PARKERSBURG - Those who received their GED diplomas took responsibility for their lives and decided to make a change for the better, the state's former first lady told a crowd of graduates and their families Tuesday night during a graduation ceremony at West Virginia University at Parkersburg.
Gayle Manchin, wife of U.S. Sen. Joe Manchin, D-W.Va., was the keynote speaker Tuesday for the Wood County Schools Adult Recognition Ceremony, where about 70 people received their GED diplomas.
During the 2012-13 school year, 549 adult students took part in educational programs, said Doug Kiger, director of Technology and Adult Education for Wood County Schools.
Photo by Brett Dunlap
Gayle Manchin, wife of U.S. Sen. Joe Manchin and the former first lady of West Virginia, was the keynote speaker Tuesday for the Wood County Schools Adult Recognition Ceremony at West Virginia University at Parkersburg.
Of the 226 students who took the GED test, around 178 passed all five parts of the test.
''There is a very large percent of the students graduating from high school this week who could not pass the test that you have passed for this honor tonight,'' Kiger said.
Kiger spoke of the reasons why people decided to return to get their GED and the people who supported them in their journey.
''This is a second opportunity,'' he said. ''There are a lot of people who helped make sure this day happened.''
Ages of graduates have ranged from 16 years old to 72 years old with the average age of most students in the mid-20s, said Bruce Goody, GED examiner.
Students enroll in GED programs for many reasons, Manchin said. Many are looking to update their job skills while others were not able to originally finish high school for any number of reasons, but want to come back now to finish what they started, to improve their lives.
''I believe the key word here is 'reason,''' she said. ''For most of us if we have a reason for doing something, we are much more likely to do it and do it well.''
Manchin pointed out the alarming statistics of students who drop out of high school and a number of students who gave up learning around the third grade, regardless of how long they may have remained in school.
''You may have been one of those students, one of those who didn't respond to the typical school setting,'' she said. ''One of the most important lessons we can learn in life is we have to accept responsibility; we have to be responsible for all of the choices we have made in life - the bad ones, the good ones and the ones that may change our lives forever.
''One of the choices you made is you took responsibility and chose to come to the GED program.''
In many cases, friends and family helped to make sure their loved one reached this point.

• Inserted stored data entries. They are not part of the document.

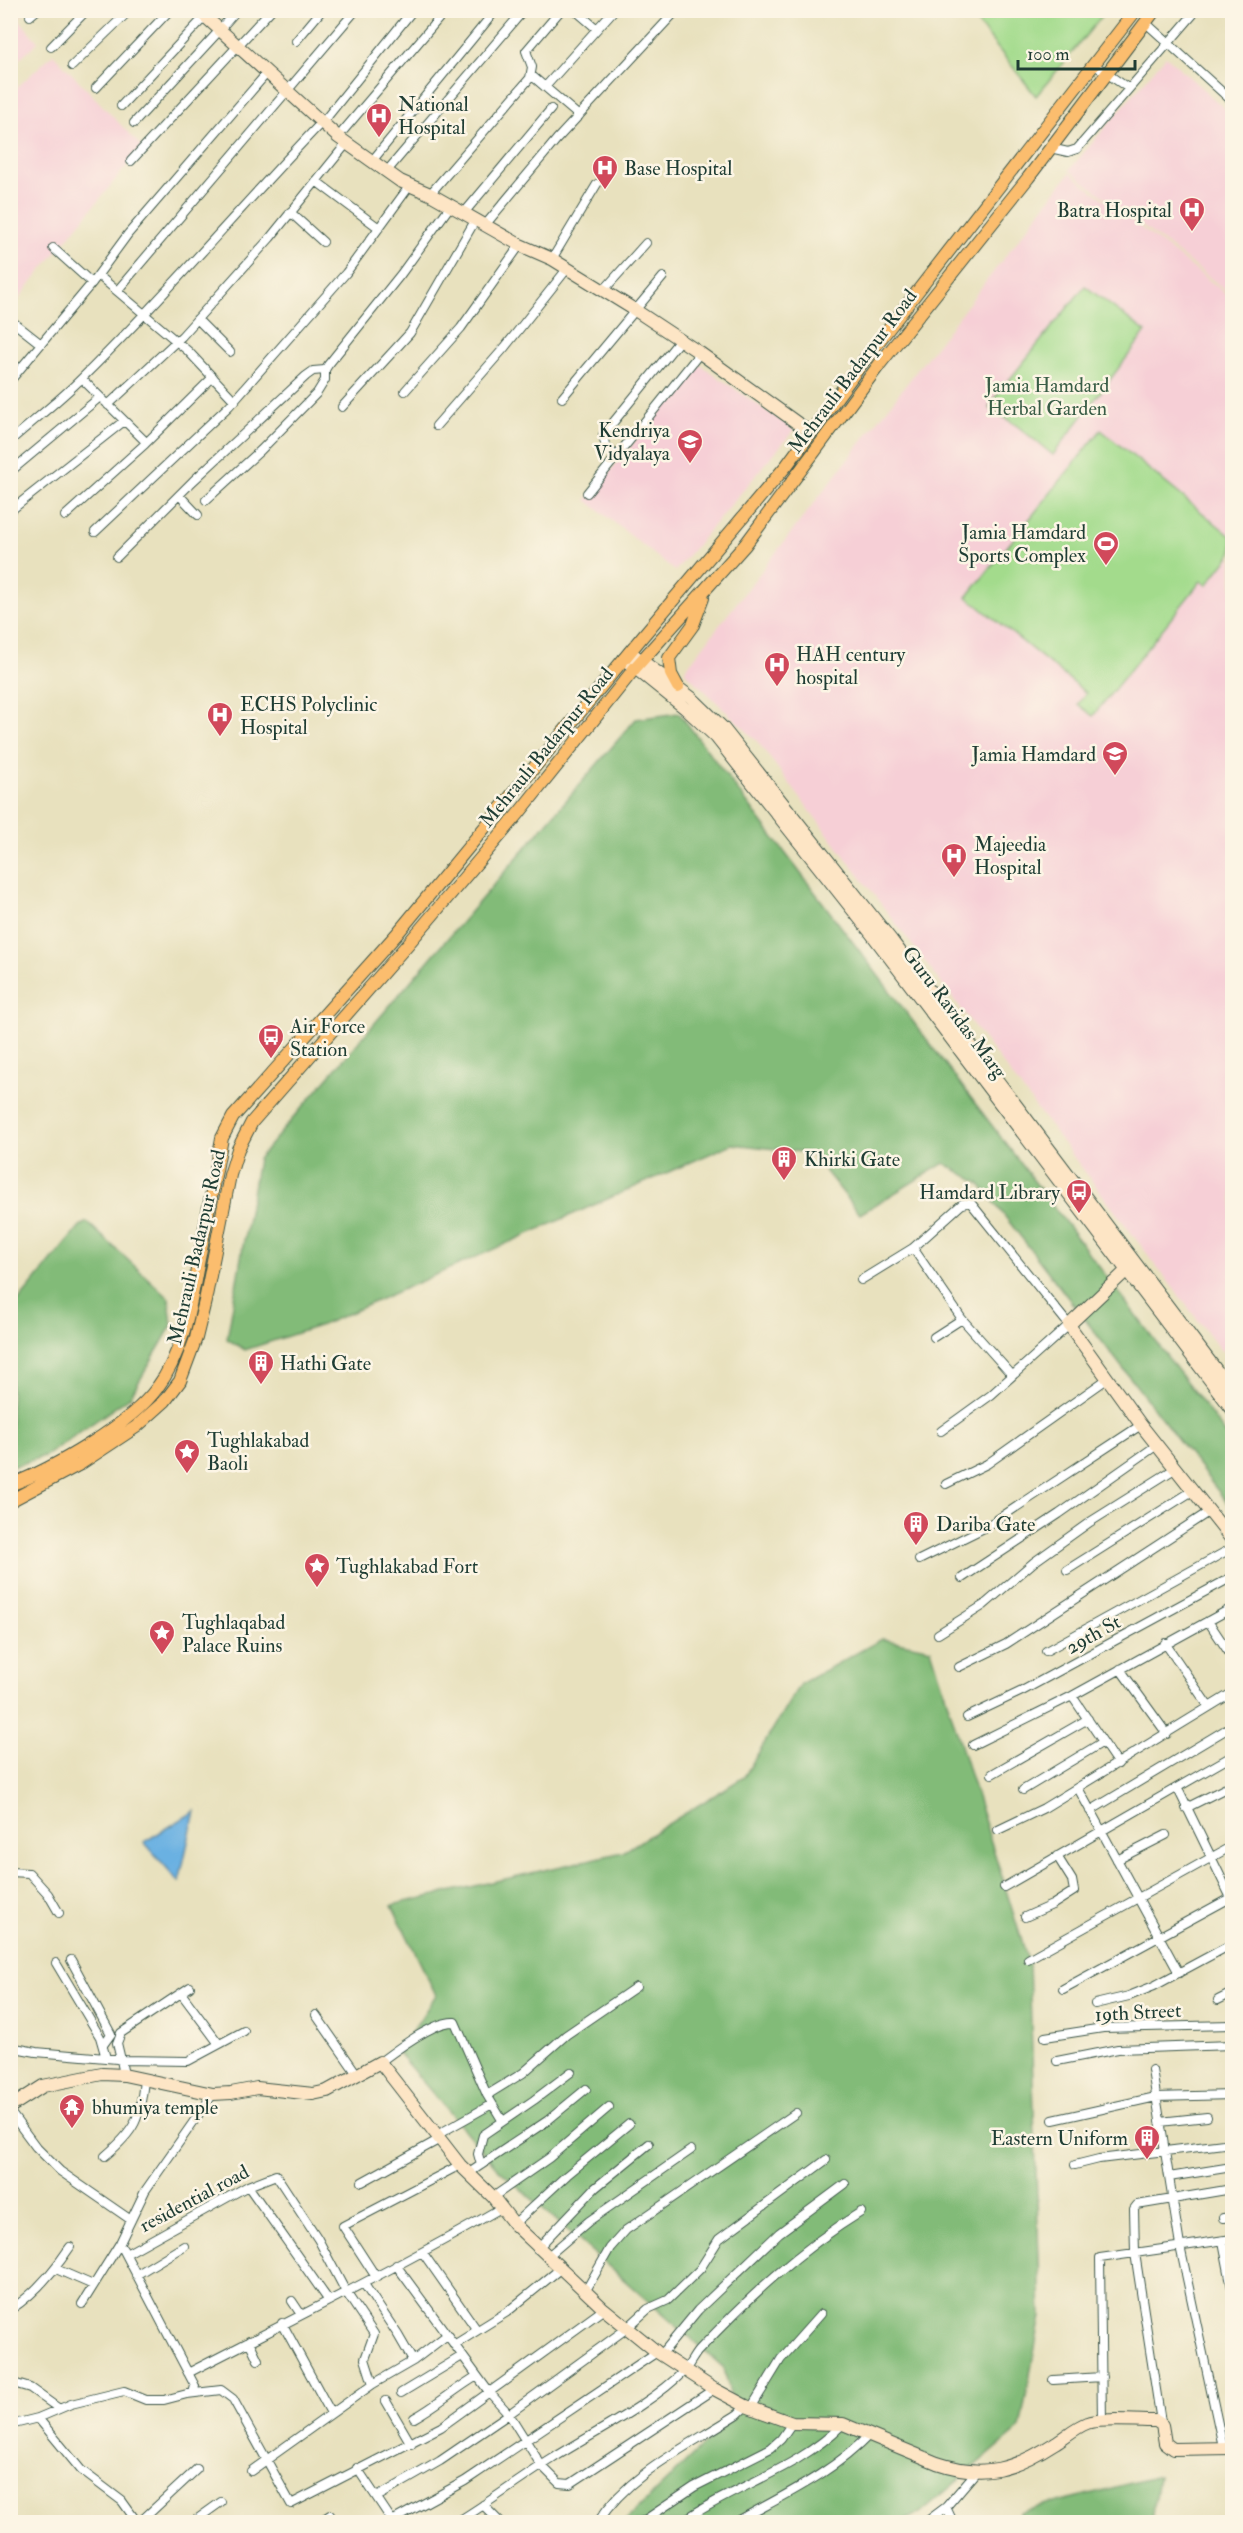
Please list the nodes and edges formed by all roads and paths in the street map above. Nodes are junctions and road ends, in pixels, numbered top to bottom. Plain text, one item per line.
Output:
1 (87, 10) edge
2 (130, 10) edge
3 (170, 10) edge
4 (237, 10) edge
5 (271, 10) edge
6 (322, 10) edge
7 (356, 10) edge
8 (413, 10) edge
9 (446, 10) edge
10 (496, 10) edge
11 (524, 10) edge
12 (561, 10) edge
13 (575, 10) edge
14 (614, 10) edge
15 (677, 10) edge
16 (1136, 10) edge
17 (1155, 10) edge
18 (1197, 10) edge
19 (206, 12) edge
20 (1146, 23) junction
21 (221, 28) junction
22 (597, 29) junction
23 (296, 41) dead end
24 (1168, 44) junction
25 (239, 45) junction
26 (51, 47) dead end
27 (1094, 64) junction
28 (72, 66) dead end
29 (267, 73) junction
30 (1108, 73) junction
31 (531, 75) junction
32 (545, 87) junction
33 (96, 88) dead end
34 (288, 88) junction
35 (1128, 88) junction
36 (1233, 100) edge
37 (121, 106) dead end
38 (550, 109) dead end
39 (579, 116) junction
40 (325, 120) junction
41 (134, 123) dead end
42 (345, 137) junction
43 (1050, 148) junction
44 (374, 158) junction
45 (131, 161) dead end
46 (390, 168) junction
47 (316, 181) junction
48 (411, 184) junction
49 (597, 184) dead end
50 (430, 194) junction
51 (451, 205) junction
52 (290, 212) junction
53 (464, 213) junction
54 (481, 222) junction
55 (379, 228) junction
56 (323, 242) dead end
57 (646, 243) dead end
58 (520, 245) junction
59 (52, 248) dead end
60 (552, 259) junction
61 (567, 269) junction
62 (663, 276) dead end
63 (95, 279) junction
64 (117, 291) junction
65 (603, 291) junction
66 (635, 310) junction
67 (145, 314) junction
68 (197, 319) junction
69 (14, 322) dead end
70 (680, 340) junction
71 (177, 341) junction
72 (41, 344) junction
73 (230, 352) dead end
74 (700, 353) junction
75 (860, 366) junction
76 (325, 370) junction
77 (873, 374) junction
78 (213, 377) junction
79 (12, 378) edge
80 (82, 379) junction
81 (405, 391) dead end
82 (100, 397) junction
83 (562, 398) dead end
84 (235, 401) junction
85 (108, 405) junction
86 (342, 407) dead end
87 (124, 421) junction
88 (436, 426) dead end
89 (810, 433) junction
90 (10, 441) edge
91 (146, 442) junction
92 (616, 457) junction
93 (10, 472) edge
94 (587, 493) dead end
95 (179, 495) junction
96 (206, 500) dead end
97 (10, 511) edge
98 (198, 515) dead end
99 (65, 516) dead end
100 (95, 532) dead end
101 (117, 557) dead end
102 (704, 594) junction
103 (627, 656) junction
104 (639, 665) junction
105 (678, 687) junction
106 (913, 1248) junction
107 (1127, 1270) junction
108 (861, 1280) dead end
109 (191, 1297) junction
110 (205, 1301) junction
111 (962, 1319) junction
112 (1069, 1325) junction
113 (934, 1337) dead end
114 (1012, 1375) junction
115 (1107, 1379) junction
116 (1233, 1391) edge
117 (1233, 1409) edge
118 (1141, 1425) junction
119 (941, 1431) dead end
120 (1157, 1445) junction
121 (1176, 1468) junction
122 (946, 1484) dead end
123 (10, 1485) edge
124 (1194, 1490) junction
125 (10, 1502) edge
126 (1210, 1511) junction
127 (1233, 1540) edge
128 (1233, 1548) edge
129 (919, 1560) dead end
130 (1066, 1570) dead end
131 (1233, 1577) edge
132 (962, 1578) dead end
133 (1233, 1608) edge
134 (1208, 1622) junction
135 (938, 1634) dead end
136 (1165, 1643) junction
137 (1046, 1651) dead end
138 (1233, 1657) edge
139 (959, 1667) dead end
140 (1120, 1669) junction
141 (1233, 1693) edge
142 (1072, 1696) junction
143 (1209, 1707) junction
144 (967, 1717) dead end
145 (1088, 1719) junction
146 (1233, 1726) edge
147 (1167, 1734) junction
148 (1103, 1742) junction
149 (973, 1744) dead end
150 (1233, 1756) edge
151 (1118, 1764) junction
152 (992, 1773) dead end
153 (1233, 1785) edge
154 (1078, 1788) junction
155 (1178, 1789) junction
156 (1023, 1790) dead end
157 (1186, 1808) junction
158 (1090, 1811) junction
159 (998, 1830) dead end
160 (1101, 1832) junction
161 (1166, 1835) dead end
162 (1233, 1846) edge
163 (1057, 1856) junction
164 (1211, 1858) junction
165 (1117, 1860) junction
166 (10, 1872) edge
167 (1004, 1887) dead end
168 (1138, 1897) junction
169 (1232, 1898) edge
170 (59, 1913) dead end
171 (1025, 1917) dead end
172 (1159, 1936) junction
173 (1233, 1944) edge
174 (1028, 1959) dead end
175 (71, 1960) dead end
176 (56, 1963) dead end
177 (1179, 1973) junction
178 (190, 1987) dead end
179 (636, 1987) dead end
180 (1063, 1989) dead end
181 (182, 1993) junction
182 (1233, 1993) edge
183 (1218, 2000) dead end
184 (1095, 2004) dead end
185 (316, 2015) dead end
186 (1233, 2025) edge
187 (244, 2031) dead end
188 (1045, 2037) dead end
189 (219, 2044) junction
190 (103, 2045) junction
191 (1233, 2045) edge
192 (10, 2047) edge
193 (106, 2058) junction
194 (121, 2060) junction
195 (1057, 2061) dead end
196 (380, 2062) junction
197 (1152, 2070) dead end
198 (571, 2072) dead end
199 (357, 2074) junction
200 (124, 2075) junction
201 (144, 2080) junction
202 (586, 2089) dead end
203 (213, 2094) junction
204 (487, 2095) junction
205 (1233, 2095) edge
206 (1156, 2097) junction
207 (492, 2104) junction
208 (10, 2106) edge
209 (609, 2107) dead end
210 (10, 2112) edge
211 (796, 2113) dead end
212 (1207, 2117) dead end
213 (502, 2120) junction
214 (1053, 2120) dead end
215 (1160, 2122) junction
216 (629, 2124) dead end
217 (439, 2137) junction
218 (1233, 2143) edge
219 (649, 2144) dead end
220 (691, 2150) dead end
221 (1164, 2152) junction
222 (105, 2156) dead end
223 (825, 2160) dead end
224 (1075, 2164) dead end
225 (481, 2165) junction
226 (1233, 2167) edge
227 (465, 2169) junction
228 (1169, 2177) junction
229 (362, 2182) dead end
230 (846, 2184) dead end
231 (248, 2186) junction
232 (1233, 2189) edge
233 (494, 2197) junction
234 (1173, 2199) junction
235 (501, 2208) junction
236 (861, 2212) dead end
237 (131, 2220) junction
238 (513, 2224) junction
239 (1233, 2239) edge
240 (1223, 2241) junction
241 (120, 2243) junction
242 (184, 2246) dead end
243 (1180, 2246) junction
244 (70, 2247) dead end
245 (423, 2253) junction
246 (542, 2253) junction
247 (1135, 2253) junction
248 (126, 2254) junction
249 (396, 2265) junction
250 (56, 2269) junction
251 (560, 2269) junction
252 (136, 2275) junction
253 (376, 2277) junction
254 (364, 2284) junction
255 (93, 2285) junction
256 (1233, 2288) edge
257 (346, 2292) junction
258 (585, 2292) junction
259 (292, 2301) dead end
260 (328, 2301) junction
261 (82, 2304) dead end
262 (604, 2309) junction
263 (10, 2310) edge
264 (300, 2313) junction
265 (821, 2314) dead end
266 (282, 2323) junction
267 (626, 2329) junction
268 (477, 2331) junction
269 (447, 2335) junction
270 (249, 2341) junction
271 (454, 2345) junction
272 (659, 2353) junction
273 (462, 2356) junction
274 (258, 2360) dead end
275 (413, 2361) junction
276 (685, 2369) junction
277 (188, 2373) junction
278 (477, 2376) junction
279 (1102, 2377) junction
280 (1053, 2380) dead end
281 (10, 2382) edge
282 (373, 2384) junction
283 (714, 2389) junction
284 (489, 2392) junction
285 (193, 2393) junction
286 (401, 2393) dead end
287 (386, 2401) dead end
288 (748, 2407) junction
289 (58, 2408) junction
290 (331, 2414) junction
291 (509, 2414) junction
292 (38, 2418) junction
293 (414, 2418) dead end
294 (1102, 2422) junction
295 (1161, 2422) junction
296 (792, 2423) junction
297 (843, 2424) junction
298 (10, 2425) edge
299 (870, 2434) junction
300 (525, 2439) junction
301 (411, 2444) junction
302 (1228, 2448) edge
303 (268, 2460) junction
304 (541, 2466) junction
305 (357, 2468) junction
306 (197, 2469) dead end
307 (251, 2471) dead end
308 (976, 2472) junction
309 (377, 2497) junction
310 (221, 2502) dead end
311 (483, 2505) junction
312 (946, 2507) junction
313 (330, 2515) dead end
314 (392, 2522) edge
315 (458, 2522) edge
316 (139, 2523) edge
317 (194, 2523) edge
318 (319, 2523) edge
319 (500, 2523) edge
320 (598, 2523) edge
321 (642, 2523) edge
322 (682, 2523) edge
323 (736, 2523) edge
324 (926, 2523) edge
325 (953, 2523) edge

1 - 26 street
2 - 28 street
3 - 33 street
4 - 21 street
5 - 25 street
6 - 23 street
7 - 34 street
8 - 40 street
9 - 42 street
10 - 44 street
11 - 46 street
12 - 31 street
13 - 22 street
14 - 22 street
15 - 39 street
16 - 27 main road, Mehrauli Badarpur Road
17 - 20 main road, Mehrauli Badarpur Road
18 - 24 street
19 - 21 street
19 - 37 street
20 - 24 street
20 - 30 main road, Mehrauli Badarpur Road
21 - 25 street
21 - 41 street
22 - 32 street
24 - 35 street
24 - 36 street
25 - 29 street
25 - 34 street
25 - 45 street
27 - 30 street
27 - 75 main road, Mehrauli Badarpur Road
29 - 34 street
29 - 63 street
30 - 35 street
30 - 43 main road, Mehrauli Badarpur Road
31 - 32 street
31 - 50 street
32 - 39 street
34 - 40 street
34 - 64 street
35 - 43 street
38 - 53 street
39 - 54 street
40 - 42 street
40 - 67 street
42 - 44 street
42 - 47 street
43 - 77 main road, Mehrauli Badarpur Road
44 - 46 street
46 - 48 street
47 - 52 street
47 - 55 street
48 - 50 street
48 - 55 street
49 - 60 street
50 - 51 street
51 - 53 street
51 - 76 street
52 - 56 street
52 - 68 street
53 - 54 street
54 - 58 street
54 - 86 street
55 - 84 street
57 - 65 street
58 - 60 street
58 - 81 street
59 - 63 street
60 - 61 street
61 - 65 street
61 - 88 street
62 - 66 street
63 - 64 street
63 - 72 street
64 - 67 street
65 - 66 street
66 - 70 street
66 - 83 street
67 - 71 street
67 - 80 street
68 - 71 street
68 - 73 street
69 - 72 street
70 - 74 street
70 - 92 street
71 - 78 street
71 - 85 street
72 - 79 street
74 - 89 street
74 - 92 street
75 - 77 main road
75 - 89 main road, Mehrauli Badarpur Road
76 - 95 street
76 - 96 street
77 - 102 main road, Mehrauli Badarpur Road
78 - 84 street
78 - 91 street
80 - 82 street
80 - 90 street
82 - 85 street
82 - 93 street
84 - 100 street
85 - 87 street
87 - 91 street
87 - 97 street
89 - 103 main road, Mehrauli Badarpur Road
91 - 99 street
92 - 94 street
95 - 98 street
95 - 101 street
102 - 104 main road, Mehrauli Badarpur Road
102 - 105 main road
103 - 104 street, Guru Ravidas Marg
103 - 109 main road, Mehrauli Badarpur Road
104 - 105 street, Guru Ravidas Marg
104 - 107 street, Guru Ravidas Marg
104 - 110 main road, Mehrauli Badarpur Road
105 - 116 street, Guru Ravidas Marg
106 - 108 street
106 - 111 street
106 - 112 street
107 - 112 street
107 - 117 street, Guru Ravidas Marg
109 - 110 main road
109 - 123 main road, Mehrauli Badarpur Road
110 - 125 main road, Mehrauli Badarpur Road
111 - 113 street
111 - 114 street
112 - 114 street
112 - 115 street
114 - 119 street
115 - 118 street
115 - 122 street
118 - 120 street
118 - 129 street
120 - 121 street
120 - 132 street
121 - 124 street
121 - 135 street
124 - 126 street
124 - 130 street
126 - 127 street
126 - 139 street
128 - 137 street
131 - 144 street, 29th St
133 - 134 street
134 - 136 street
134 - 138 street
136 - 140 street
136 - 143 street
140 - 142 street
140 - 147 street
141 - 143 street
142 - 145 street
142 - 149 street
143 - 147 street
145 - 148 street
145 - 152 street
146 - 158 street
147 - 151 street
148 - 151 street
148 - 156 street
150 - 155 street
151 - 154 street
153 - 157 street
154 - 158 street
154 - 159 street
155 - 157 street
155 - 160 street
157 - 164 street
158 - 160 street
160 - 163 street
160 - 165 street
161 - 165 street
162 - 164 street
163 - 167 street
163 - 171 street
164 - 168 street
164 - 169 street
165 - 168 street
166 - 170 street
168 - 172 street
168 - 174 street
169 - 172 street
172 - 177 street
172 - 180 street
173 - 177 street
175 - 190 street
176 - 190 street
177 - 184 street
178 - 181 street
179 - 204 street
181 - 189 street
181 - 194 street
182 - 183 street
185 - 199 street
186 - 188 street, 19th Street
187 - 189 street
189 - 194 street
190 - 193 street
191 - 195 street
192 - 193 street
193 - 194 street
194 - 200 street
196 - 199 street
196 - 204 street
196 - 217 street
197 - 206 street
198 - 213 street
199 - 203 street
200 - 201 street
200 - 208 street
201 - 203 street
201 - 222 street
202 - 225 street
203 - 237 street
204 - 207 street
205 - 206 street
206 - 214 street
206 - 215 street
207 - 213 street
207 - 217 street
209 - 233 street
210 - 237 street
211 - 258 street
212 - 215 street
213 - 225 street
215 - 221 street
216 - 238 street
217 - 227 street
217 - 229 street
218 - 221 street
219 - 246 street
220 - 246 street
221 - 224 street
221 - 228 street
223 - 267 street
225 - 227 street
226 - 228 street
227 - 233 street
227 - 253 street
228 - 234 street
230 - 272 street
231 - 248 street, residential road
231 - 257 street, residential road
231 - 260 street
232 - 234 street
233 - 235 street
234 - 243 street
234 - 247 street
235 - 238 street
235 - 245 street
236 - 276 street
237 - 241 street
238 - 246 street
239 - 240 street
240 - 243 street
240 - 256 street
241 - 248 street
241 - 255 street
242 - 252 street
243 - 247 street
243 - 302 street
244 - 250 street
245 - 249 street
245 - 268 street
246 - 251 street
247 - 279 street
247 - 295 street
248 - 252 street
249 - 253 street
249 - 269 street
250 - 255 street
250 - 263 street
251 - 258 street
251 - 268 street
252 - 277 street
253 - 254 street
254 - 257 street
254 - 275 street
255 - 261 street
257 - 260 street
257 - 282 street
258 - 262 street
259 - 264 street
260 - 264 street
262 - 267 street
262 - 284 street
264 - 266 street
265 - 288 street
266 - 270 street
266 - 290 street
267 - 272 street
267 - 291 street
268 - 271 street
269 - 271 street
269 - 275 street
270 - 274 street
270 - 277 street
271 - 273 street
272 - 276 street
272 - 300 street
273 - 278 street
273 - 286 street
275 - 282 street
276 - 283 street
276 - 304 street
277 - 285 street
278 - 284 street
278 - 293 street
279 - 280 street
279 - 294 street
281 - 289 street
282 - 290 street
283 - 288 street
283 - 304 street
284 - 291 street
284 - 301 street
285 - 289 street
285 - 303 street
287 - 301 street
288 - 296 street
288 - 320 street
289 - 292 street
290 - 303 street
291 - 300 street
291 - 309 street
292 - 298 street
292 - 316 street
294 - 295 street
294 - 308 street
295 - 302 street
296 - 297 street
296 - 321 street
297 - 299 street
297 - 322 street
299 - 308 street
299 - 323 street
300 - 304 street
300 - 314 street
301 - 305 street
303 - 305 street
303 - 307 street
304 - 311 street
305 - 309 street
306 - 316 street
308 - 312 street
309 - 314 street
310 - 317 street
311 - 315 street
311 - 319 street
312 - 324 street
312 - 325 street
313 - 318 street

''I ask you to look around you and reflect on the sacrifices that both you and your friends and family made that enabled and empowered you to be here tonight,'' Manchin said.
The students in the GED program looked at where they were, what they wanted to accomplish and how they were going to get there.
''You have a sense of direction about who you are and where you are going,'' Manchin said. ''Each of you has found relevance in academics; you have found the reason and it has contributed to your world.
''Maybe for the first time in your life, learning has become meaningful.''
People with a high school diploma or the GED are likely to earn $7,400 a year more than those who don't graduate from high school. Continuing education could increase that amount.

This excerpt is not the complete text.